After the events of the first film, John Connor (Edward
Furlong) is now a tearaway teenager while his mother Sarah (Linda Hamilton) is
in an institution. So: perfect time for Skynet to send back another Terminator
to take out the future leader of the resistance. The resistance sends back its
own champion. But, handy-dandy, which is which? Is Arnie playing the baddie
once more? Or is Robert Patrick’s unnaturally still non-descript looking fella
really an evil Terminator? The answer is only a shock to anyone who has been
living under a rock since 1991 (even the film’s original publicity gave the
answer away). Soon Arnie’s reprogrammed good Terminator and the two Connors are
on the run from Patrick’s liquid metal shape-shifter – and hatching a plan to
prevent original Skynet inventor Miles Dyson (Joe Morton) from finishing his
life’s work.
Terminator 2
hasn’t dated a bit. It’s still one of the very best rip-roaring, balls to the
wall, action films ever made. It is essentially set piece after set piece – but
with the set pieces strung together with intelligently written scenes that
juggle interesting themes with sharply drawn, realistic characters. Cameron’s
direction is, I might almost say, faultless. The film balances bangs and shoot-outs
with such impressive zeal and imagination that you will wear out the edge of
your seat. But the main reason these sequences work so well is because you care
so deeply for the characters in the film, you invest so much in the story of
the movie.
I think it’s possible no one does this sort of thing better
than James Cameron. Certainly no-one ever gets more out of Schwarzenegger than
his directing Svengali. Perhaps because only someone as dementedly determined
as Cameron would never feel intimidated by an ego as large as Arnie’s. Cameron
gets here, hands down, Arnie’s greatest ever performance. No wonder Arnie has
tried to re-launch the franchise so many times, he's never been able to recapture the magic from this film. Gifted with the ability to
learn, here the Terminator becomes (within its robotic programming, perfect for
the stiffness of Arnie’s skill with dialogue) a surrogate father figure for
John, a creature increasingly capable of caring for and emulating human
behaviour. And Cameron draws out of Schwarzenegger a performance striking for
its growing mellowness and gentleness, its slowly developing emotional openness
and humanity.
It should, by rights, be corny as hell – the saga of a
drifting boy given some shape and purpose in life by a father figure who showers
him with love and attention. But it really works. Cameron understands perfectly
when to throttle back on any possible schmaltz, and instead keep the characters
strikingly real. Connor is a surly teenager, but also someone looking for love.
The Terminator understands humanity more and more, but is still a machine.

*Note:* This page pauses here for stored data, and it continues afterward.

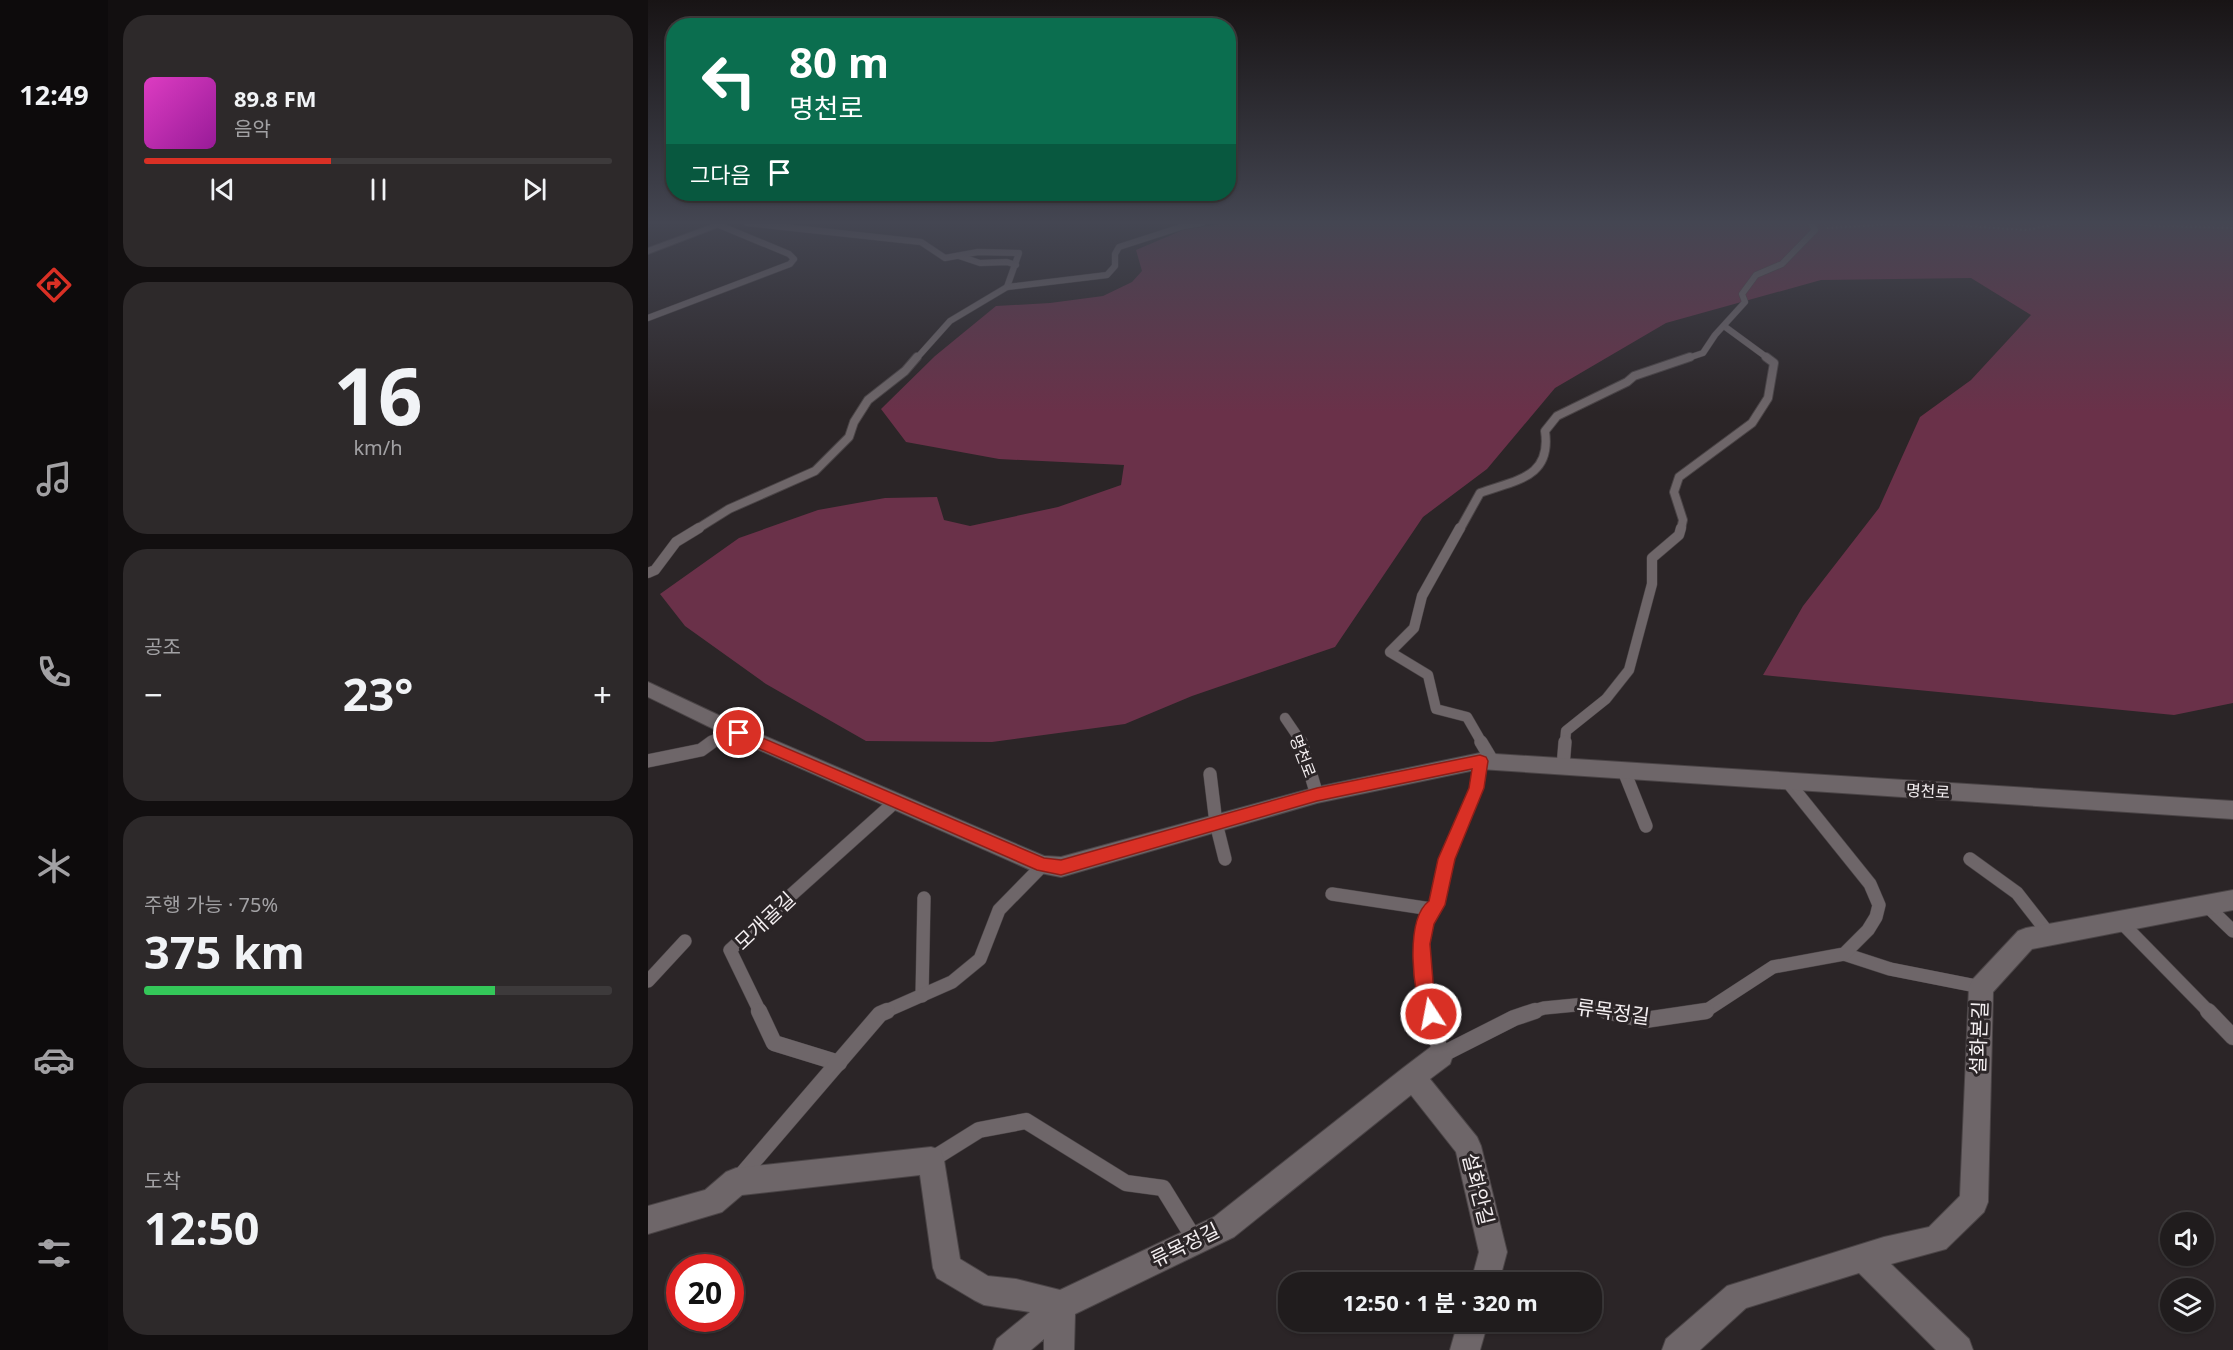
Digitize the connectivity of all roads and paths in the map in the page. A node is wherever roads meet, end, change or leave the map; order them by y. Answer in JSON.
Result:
{"nodes":[{"id":1,"x":733,"y":286,"type":"edge"},
{"id":2,"x":1015,"y":286,"type":"edge"},
{"id":3,"x":1748,"y":286,"type":"edge"},
{"id":4,"x":1007,"y":287,"type":"joint"},
{"id":5,"x":648,"y":318,"type":"edge"},
{"id":6,"x":1724,"y":326,"type":"junction"},
{"id":7,"x":648,"y":573,"type":"edge"},
{"id":8,"x":648,"y":689,"type":"edge"},
{"id":9,"x":1285,"y":718,"type":"dead end"},
{"id":10,"x":730,"y":728,"type":"junction"},
{"id":11,"x":648,"y":761,"type":"edge"},
{"id":12,"x":1487,"y":761,"type":"junction"},
{"id":13,"x":1563,"y":767,"type":"junction"},
{"id":14,"x":1624,"y":771,"type":"junction"},
{"id":15,"x":1210,"y":774,"type":"dead end"},
{"id":16,"x":1788,"y":782,"type":"junction"},
{"id":17,"x":1317,"y":795,"type":"junction"},
{"id":18,"x":896,"y":801,"type":"junction"},
{"id":19,"x":2233,"y":810,"type":"edge"},
{"id":20,"x":1216,"y":823,"type":"junction"},
{"id":21,"x":1646,"y":826,"type":"dead end"},
{"id":22,"x":1225,"y":859,"type":"dead end"},
{"id":23,"x":1970,"y":859,"type":"dead end"},
{"id":24,"x":1043,"y":865,"type":"junction"},
{"id":25,"x":1332,"y":894,"type":"dead end"},
{"id":26,"x":924,"y":898,"type":"dead end"},
{"id":27,"x":2233,"y":900,"type":"edge"},
{"id":28,"x":2206,"y":905,"type":"junction"},
{"id":29,"x":1431,"y":909,"type":"junction"},
{"id":30,"x":2119,"y":921,"type":"junction"},
{"id":31,"x":2233,"y":932,"type":"edge"},
{"id":32,"x":2049,"y":934,"type":"junction"},
{"id":33,"x":686,"y":941,"type":"dead end"},
{"id":34,"x":1844,"y":954,"type":"junction"},
{"id":35,"x":648,"y":981,"type":"edge"},
{"id":36,"x":1981,"y":987,"type":"junction"},
{"id":37,"x":922,"y":996,"type":"junction"},
{"id":38,"x":2233,"y":1037,"type":"edge"},
{"id":39,"x":1441,"y":1055,"type":"junction"},
{"id":40,"x":839,"y":1063,"type":"junction"},
{"id":41,"x":1412,"y":1077,"type":"junction"},
{"id":42,"x":931,"y":1160,"type":"junction"},
{"id":43,"x":736,"y":1182,"type":"junction"},
{"id":44,"x":648,"y":1220,"type":"edge"},
{"id":45,"x":1196,"y":1240,"type":"junction"},
{"id":46,"x":1863,"y":1258,"type":"junction"},
{"id":47,"x":1488,"y":1272,"type":"edge"},
{"id":48,"x":1061,"y":1305,"type":"junction"},
{"id":49,"x":1470,"y":1332,"type":"edge"},
{"id":50,"x":1008,"y":1350,"type":"edge"},
{"id":51,"x":1059,"y":1350,"type":"edge"},
{"id":52,"x":1465,"y":1350,"type":"edge"},
{"id":53,"x":1677,"y":1350,"type":"edge"},
{"id":54,"x":1958,"y":1350,"type":"edge"}],
"edges":[{"from":1,"to":5,"type":"lane"},
{"from":2,"to":4,"type":"lane"},
{"from":3,"to":6,"type":"lane"},
{"from":4,"to":7,"type":"lane"},
{"from":6,"to":12,"type":"lane"},
{"from":6,"to":13,"type":"lane"},
{"from":8,"to":10,"type":"street","name":"명천로"},
{"from":9,"to":17,"type":"lane","name":"명천로"},
{"from":10,"to":11,"type":"lane"},
{"from":10,"to":18,"type":"street","name":"명천로"},
{"from":12,"to":13,"type":"street","name":"명천로"},
{"from":12,"to":17,"type":"street","name":"명천로"},
{"from":12,"to":29,"type":"lane"},
{"from":13,"to":14,"type":"street","name":"명천로"},
{"from":14,"to":16,"type":"street","name":"명천로"},
{"from":14,"to":21,"type":"lane"},
{"from":15,"to":20,"type":"lane"},
{"from":16,"to":19,"type":"street","name":"명천로"},
{"from":16,"to":34,"type":"lane"},
{"from":17,"to":20,"type":"street","name":"명천로"},
{"from":18,"to":24,"type":"street","name":"명천로"},
{"from":18,"to":40,"type":"lane","name":"모개골길"},
{"from":20,"to":22,"type":"lane"},
{"from":20,"to":24,"type":"street","name":"명천로"},
{"from":23,"to":32,"type":"lane"},
{"from":24,"to":37,"type":"lane"},
{"from":25,"to":29,"type":"lane"},
{"from":26,"to":37,"type":"lane"},
{"from":27,"to":28,"type":"street","name":"설화본길"},
{"from":28,"to":30,"type":"street","name":"설화본길"},
{"from":28,"to":31,"type":"lane"},
{"from":29,"to":39,"type":"lane"},
{"from":30,"to":32,"type":"street","name":"설화본길"},
{"from":30,"to":38,"type":"lane"},
{"from":32,"to":36,"type":"street","name":"설화본길"},
{"from":33,"to":35,"type":"lane"},
{"from":34,"to":36,"type":"lane"},
{"from":34,"to":39,"type":"lane","name":"류목정길"},
{"from":36,"to":46,"type":"street","name":"설화본길"},
{"from":37,"to":40,"type":"lane"},
{"from":39,"to":41,"type":"street","name":"류목정길"},
{"from":40,"to":43,"type":"lane"},
{"from":41,"to":45,"type":"street","name":"류목정길"},
{"from":41,"to":47,"type":"street","name":"설화안길"},
{"from":42,"to":43,"type":"street"},
{"from":42,"to":45,"type":"lane"},
{"from":42,"to":48,"type":"street"},
{"from":43,"to":44,"type":"street"},
{"from":45,"to":48,"type":"street","name":"류목정길"},
{"from":46,"to":53,"type":"street","name":"설화본길"},
{"from":46,"to":54,"type":"street"},
{"from":48,"to":50,"type":"street","name":"류목정길"},
{"from":48,"to":51,"type":"street"},
{"from":49,"to":52,"type":"street"}]}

The
barriers make the moments when emotions force their way through genuinely
moving. And it also means that you deeply invest in this rag tag group of
people staying together and saving each other.
And the stakes are against them when they are up against an
opponent as fearsome as Robert Patrick’s shape shifting T-1000. Cameron’s
initial concept for the Terminators – before the studio suits pushed the
fortunate casting of Schwarzenegger on him – had been for them to be
non-descript looking, average types. Patrick, with all due respect, fits that
exactly – and has the additional dark sting of being disguised as a cop almost
throughout. He gives the part a cold, mechanical chill, a total lack of empathy
or any emotion that contrasts with the growth of those abilities in our hero
Terminator.
The special effects used to create the liquid, shape
shifting T-1000 were ground breaking at the time (and contributed to this being
the most expensive film ever made) and they are still bloody impressive today.
The T-1000 effortlessly shifts between states and skilfully reforms its body to
become new people. When under attack, it convincingly has holes blasted into it
from shot guns, becoming strange Thing-like
abominations before restoring its original shape. It looks extraordinary –
helped as well by the steel-like chill of the film’s cinematography that covers
every shot in the cities and much of the film’s second half in an icy blue.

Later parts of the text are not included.